A explicação para o clube ter negociado tão mal seus direitos de transmissão, mesmo sendo detentor, há anos, da maior audiência do futebol, é óbvio reflexo de uma gestão que, para se manter no poder, esfumaçou a imprensa (conivente) com números irreais de lucratividade, inflacionou o mercado de jogadores com aquisições que não poderia honrar, tomou empréstimos em condições quase sempre desfavoráveis, cedeu, quase gratuitamente, seus ativos (jogadores da base) sem critério transparente, até que a explosão de incompetência, embasada em atos ilícitos (quatro dirigente foram indiciados por crime fiscal), tornou-se impossível de ser recuperada.

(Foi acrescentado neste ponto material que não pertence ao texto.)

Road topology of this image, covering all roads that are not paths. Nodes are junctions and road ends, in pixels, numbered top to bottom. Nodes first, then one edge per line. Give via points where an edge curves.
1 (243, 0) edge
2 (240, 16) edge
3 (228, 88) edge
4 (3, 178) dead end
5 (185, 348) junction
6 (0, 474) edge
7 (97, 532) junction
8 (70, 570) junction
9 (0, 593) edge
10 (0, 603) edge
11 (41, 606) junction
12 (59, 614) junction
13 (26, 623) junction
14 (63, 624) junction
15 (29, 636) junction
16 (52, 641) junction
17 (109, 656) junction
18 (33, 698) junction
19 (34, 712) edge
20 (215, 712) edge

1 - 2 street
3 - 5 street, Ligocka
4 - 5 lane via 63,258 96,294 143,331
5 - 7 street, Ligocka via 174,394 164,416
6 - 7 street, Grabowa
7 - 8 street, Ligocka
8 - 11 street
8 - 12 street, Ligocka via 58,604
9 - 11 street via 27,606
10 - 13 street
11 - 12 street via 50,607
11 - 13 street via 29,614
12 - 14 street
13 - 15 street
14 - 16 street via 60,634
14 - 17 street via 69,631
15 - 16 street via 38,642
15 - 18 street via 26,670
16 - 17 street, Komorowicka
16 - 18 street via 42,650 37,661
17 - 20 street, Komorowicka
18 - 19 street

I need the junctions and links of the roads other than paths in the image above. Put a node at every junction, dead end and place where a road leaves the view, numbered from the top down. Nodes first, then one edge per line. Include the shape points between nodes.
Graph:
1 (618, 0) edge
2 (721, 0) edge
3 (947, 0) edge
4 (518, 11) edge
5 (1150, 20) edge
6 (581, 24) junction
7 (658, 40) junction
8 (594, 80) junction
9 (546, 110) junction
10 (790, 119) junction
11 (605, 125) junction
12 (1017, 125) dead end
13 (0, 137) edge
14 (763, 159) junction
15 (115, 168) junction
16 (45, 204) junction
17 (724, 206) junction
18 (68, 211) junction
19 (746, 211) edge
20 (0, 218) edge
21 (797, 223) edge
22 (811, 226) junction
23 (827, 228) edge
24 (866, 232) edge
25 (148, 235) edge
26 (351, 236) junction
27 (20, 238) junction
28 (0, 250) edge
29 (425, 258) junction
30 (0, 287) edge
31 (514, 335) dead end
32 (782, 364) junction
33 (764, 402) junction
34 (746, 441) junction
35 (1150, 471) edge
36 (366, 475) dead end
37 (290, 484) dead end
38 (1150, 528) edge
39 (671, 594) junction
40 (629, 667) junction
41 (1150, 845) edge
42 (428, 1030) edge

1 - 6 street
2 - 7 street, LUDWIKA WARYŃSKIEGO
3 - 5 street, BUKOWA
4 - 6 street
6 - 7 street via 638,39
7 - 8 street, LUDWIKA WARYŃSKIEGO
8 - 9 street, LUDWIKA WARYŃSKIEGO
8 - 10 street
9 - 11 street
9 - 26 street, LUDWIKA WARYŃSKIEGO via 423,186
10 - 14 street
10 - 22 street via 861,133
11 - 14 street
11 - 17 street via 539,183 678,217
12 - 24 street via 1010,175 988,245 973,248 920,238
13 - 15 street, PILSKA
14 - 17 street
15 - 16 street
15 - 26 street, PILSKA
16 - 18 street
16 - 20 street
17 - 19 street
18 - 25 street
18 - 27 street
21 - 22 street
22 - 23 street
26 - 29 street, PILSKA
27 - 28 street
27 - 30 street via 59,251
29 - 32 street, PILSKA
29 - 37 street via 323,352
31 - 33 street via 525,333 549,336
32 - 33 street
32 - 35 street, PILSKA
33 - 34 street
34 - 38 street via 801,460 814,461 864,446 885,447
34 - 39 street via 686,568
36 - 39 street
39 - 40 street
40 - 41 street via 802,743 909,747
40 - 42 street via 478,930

Com o pires na mão, o Corinthians, nos últimos tempos, tornou-se presa fácil em qualquer tipo de acordo, desde os que, por mérito, tinha a obrigação de receber mais (como os contratos com a Globo), até os menos relevantes, em que empresas de “laranjas” ligadas a diretores pintam, bordam e lucram em obras realizadas nos CTs e também no Parque São Jorge.
Enquanto isso, mesmo enfrentando dificuldades, e também vitimado por gestor acusado de corrupção, o São Paulo, que possui em seus quadros dirigentes, ao menos, alfabetizados, não fechou o melhor acordo possível (necessitava de dinheiro, rapidamente), mas, de longe, é bem melhor do que as migalhas que o Timão receberá, e que, até 2024 (oito anos depois), tendem a se desvalorizar ainda mais.